= Input =
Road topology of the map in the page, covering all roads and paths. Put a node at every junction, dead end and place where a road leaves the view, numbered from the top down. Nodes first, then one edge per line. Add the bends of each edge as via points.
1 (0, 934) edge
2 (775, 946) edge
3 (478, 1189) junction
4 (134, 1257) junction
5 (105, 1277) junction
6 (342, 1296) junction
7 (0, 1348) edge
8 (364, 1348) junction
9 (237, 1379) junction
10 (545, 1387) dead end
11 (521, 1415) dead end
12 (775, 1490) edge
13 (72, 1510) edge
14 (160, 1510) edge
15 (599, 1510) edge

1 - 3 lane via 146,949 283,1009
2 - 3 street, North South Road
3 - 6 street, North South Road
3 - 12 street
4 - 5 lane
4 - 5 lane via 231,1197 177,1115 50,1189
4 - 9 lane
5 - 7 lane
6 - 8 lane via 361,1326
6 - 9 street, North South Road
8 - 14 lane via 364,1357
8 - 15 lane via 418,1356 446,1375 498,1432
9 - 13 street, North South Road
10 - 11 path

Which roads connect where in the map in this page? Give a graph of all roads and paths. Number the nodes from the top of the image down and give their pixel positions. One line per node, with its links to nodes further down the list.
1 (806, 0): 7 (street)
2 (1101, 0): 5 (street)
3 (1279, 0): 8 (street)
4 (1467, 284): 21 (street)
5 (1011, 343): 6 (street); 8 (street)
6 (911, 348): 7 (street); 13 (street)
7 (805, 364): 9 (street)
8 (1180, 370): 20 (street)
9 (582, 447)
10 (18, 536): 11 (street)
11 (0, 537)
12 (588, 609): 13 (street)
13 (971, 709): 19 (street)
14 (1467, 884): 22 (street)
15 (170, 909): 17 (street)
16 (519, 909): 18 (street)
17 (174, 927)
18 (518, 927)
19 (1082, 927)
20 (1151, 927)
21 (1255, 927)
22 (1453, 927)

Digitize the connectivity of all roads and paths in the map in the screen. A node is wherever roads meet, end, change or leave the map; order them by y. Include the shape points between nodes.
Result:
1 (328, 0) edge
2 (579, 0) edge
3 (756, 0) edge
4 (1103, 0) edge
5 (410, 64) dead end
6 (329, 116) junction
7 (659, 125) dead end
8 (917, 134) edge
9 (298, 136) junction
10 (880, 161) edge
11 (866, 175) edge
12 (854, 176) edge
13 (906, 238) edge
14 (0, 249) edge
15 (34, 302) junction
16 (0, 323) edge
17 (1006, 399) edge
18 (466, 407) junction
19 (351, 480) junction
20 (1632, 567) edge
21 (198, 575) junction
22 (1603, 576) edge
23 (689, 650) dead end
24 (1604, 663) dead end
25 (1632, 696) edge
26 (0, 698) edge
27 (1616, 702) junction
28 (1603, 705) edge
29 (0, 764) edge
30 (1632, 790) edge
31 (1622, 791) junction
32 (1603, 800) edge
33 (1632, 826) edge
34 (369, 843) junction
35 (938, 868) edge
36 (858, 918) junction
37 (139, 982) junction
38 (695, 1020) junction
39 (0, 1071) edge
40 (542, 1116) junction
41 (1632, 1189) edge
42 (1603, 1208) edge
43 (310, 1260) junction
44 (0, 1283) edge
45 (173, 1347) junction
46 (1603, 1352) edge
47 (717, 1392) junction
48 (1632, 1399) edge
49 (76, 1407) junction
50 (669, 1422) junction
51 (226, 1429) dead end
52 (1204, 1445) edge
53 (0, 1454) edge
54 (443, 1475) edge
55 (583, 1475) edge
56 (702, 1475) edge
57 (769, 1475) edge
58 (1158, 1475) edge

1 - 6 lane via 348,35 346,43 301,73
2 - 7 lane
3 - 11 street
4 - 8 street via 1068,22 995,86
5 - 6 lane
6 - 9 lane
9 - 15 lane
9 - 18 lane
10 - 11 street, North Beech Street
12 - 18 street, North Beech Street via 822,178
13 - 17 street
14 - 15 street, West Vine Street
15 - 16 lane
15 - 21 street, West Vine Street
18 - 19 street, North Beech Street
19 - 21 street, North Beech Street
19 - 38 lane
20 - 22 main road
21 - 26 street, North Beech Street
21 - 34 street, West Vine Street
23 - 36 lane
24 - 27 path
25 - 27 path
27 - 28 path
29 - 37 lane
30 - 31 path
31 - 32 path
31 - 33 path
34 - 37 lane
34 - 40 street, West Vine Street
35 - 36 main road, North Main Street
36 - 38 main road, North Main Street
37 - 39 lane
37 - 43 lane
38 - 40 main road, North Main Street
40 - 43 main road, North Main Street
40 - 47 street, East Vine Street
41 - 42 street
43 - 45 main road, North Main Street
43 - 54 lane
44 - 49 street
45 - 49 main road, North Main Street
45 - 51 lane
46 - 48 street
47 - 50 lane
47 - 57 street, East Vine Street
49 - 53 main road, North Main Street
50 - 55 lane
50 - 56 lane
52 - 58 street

= Work task =
Exactly what appears above must be set down again in full.

= Your solution =
Road topology of the map in the page, covering all roads and paths. Put a node at every junction, dead end and place where a road leaves the view, numbered from the top down. Nodes first, then one edge per line. Add the bends of each edge as via points.
1 (0, 934) edge
2 (775, 946) edge
3 (478, 1189) junction
4 (134, 1257) junction
5 (105, 1277) junction
6 (342, 1296) junction
7 (0, 1348) edge
8 (364, 1348) junction
9 (237, 1379) junction
10 (545, 1387) dead end
11 (521, 1415) dead end
12 (775, 1490) edge
13 (72, 1510) edge
14 (160, 1510) edge
15 (599, 1510) edge

1 - 3 lane via 146,949 283,1009
2 - 3 street, North South Road
3 - 6 street, North South Road
3 - 12 street
4 - 5 lane
4 - 5 lane via 231,1197 177,1115 50,1189
4 - 9 lane
5 - 7 lane
6 - 8 lane via 361,1326
6 - 9 street, North South Road
8 - 14 lane via 364,1357
8 - 15 lane via 418,1356 446,1375 498,1432
9 - 13 street, North South Road
10 - 11 path

Which roads connect where in the map in this page? Give a graph of all roads and paths. Number the nodes from the top of the image down and give their pixel positions. One line per node, with its links to nodes further down the list.
1 (806, 0): 7 (street)
2 (1101, 0): 5 (street)
3 (1279, 0): 8 (street)
4 (1467, 284): 21 (street)
5 (1011, 343): 6 (street); 8 (street)
6 (911, 348): 7 (street); 13 (street)
7 (805, 364): 9 (street)
8 (1180, 370): 20 (street)
9 (582, 447)
10 (18, 536): 11 (street)
11 (0, 537)
12 (588, 609): 13 (street)
13 (971, 709): 19 (street)
14 (1467, 884): 22 (street)
15 (170, 909): 17 (street)
16 (519, 909): 18 (street)
17 (174, 927)
18 (518, 927)
19 (1082, 927)
20 (1151, 927)
21 (1255, 927)
22 (1453, 927)

Digitize the connectivity of all roads and paths in the map in the screen. A node is wherever roads meet, end, change or leave the map; order them by y. Include the shape points between nodes.
Result:
1 (328, 0) edge
2 (579, 0) edge
3 (756, 0) edge
4 (1103, 0) edge
5 (410, 64) dead end
6 (329, 116) junction
7 (659, 125) dead end
8 (917, 134) edge
9 (298, 136) junction
10 (880, 161) edge
11 (866, 175) edge
12 (854, 176) edge
13 (906, 238) edge
14 (0, 249) edge
15 (34, 302) junction
16 (0, 323) edge
17 (1006, 399) edge
18 (466, 407) junction
19 (351, 480) junction
20 (1632, 567) edge
21 (198, 575) junction
22 (1603, 576) edge
23 (689, 650) dead end
24 (1604, 663) dead end
25 (1632, 696) edge
26 (0, 698) edge
27 (1616, 702) junction
28 (1603, 705) edge
29 (0, 764) edge
30 (1632, 790) edge
31 (1622, 791) junction
32 (1603, 800) edge
33 (1632, 826) edge
34 (369, 843) junction
35 (938, 868) edge
36 (858, 918) junction
37 (139, 982) junction
38 (695, 1020) junction
39 (0, 1071) edge
40 (542, 1116) junction
41 (1632, 1189) edge
42 (1603, 1208) edge
43 (310, 1260) junction
44 (0, 1283) edge
45 (173, 1347) junction
46 (1603, 1352) edge
47 (717, 1392) junction
48 (1632, 1399) edge
49 (76, 1407) junction
50 (669, 1422) junction
51 (226, 1429) dead end
52 (1204, 1445) edge
53 (0, 1454) edge
54 (443, 1475) edge
55 (583, 1475) edge
56 (702, 1475) edge
57 (769, 1475) edge
58 (1158, 1475) edge

1 - 6 lane via 348,35 346,43 301,73
2 - 7 lane
3 - 11 street
4 - 8 street via 1068,22 995,86
5 - 6 lane
6 - 9 lane
9 - 15 lane
9 - 18 lane
10 - 11 street, North Beech Street
12 - 18 street, North Beech Street via 822,178
13 - 17 street
14 - 15 street, West Vine Street
15 - 16 lane
15 - 21 street, West Vine Street
18 - 19 street, North Beech Street
19 - 21 street, North Beech Street
19 - 38 lane
20 - 22 main road
21 - 26 street, North Beech Street
21 - 34 street, West Vine Street
23 - 36 lane
24 - 27 path
25 - 27 path
27 - 28 path
29 - 37 lane
30 - 31 path
31 - 32 path
31 - 33 path
34 - 37 lane
34 - 40 street, West Vine Street
35 - 36 main road, North Main Street
36 - 38 main road, North Main Street
37 - 39 lane
37 - 43 lane
38 - 40 main road, North Main Street
40 - 43 main road, North Main Street
40 - 47 street, East Vine Street
41 - 42 street
43 - 45 main road, North Main Street
43 - 54 lane
44 - 49 street
45 - 49 main road, North Main Street
45 - 51 lane
46 - 48 street
47 - 50 lane
47 - 57 street, East Vine Street
49 - 53 main road, North Main Street
50 - 55 lane
50 - 56 lane
52 - 58 street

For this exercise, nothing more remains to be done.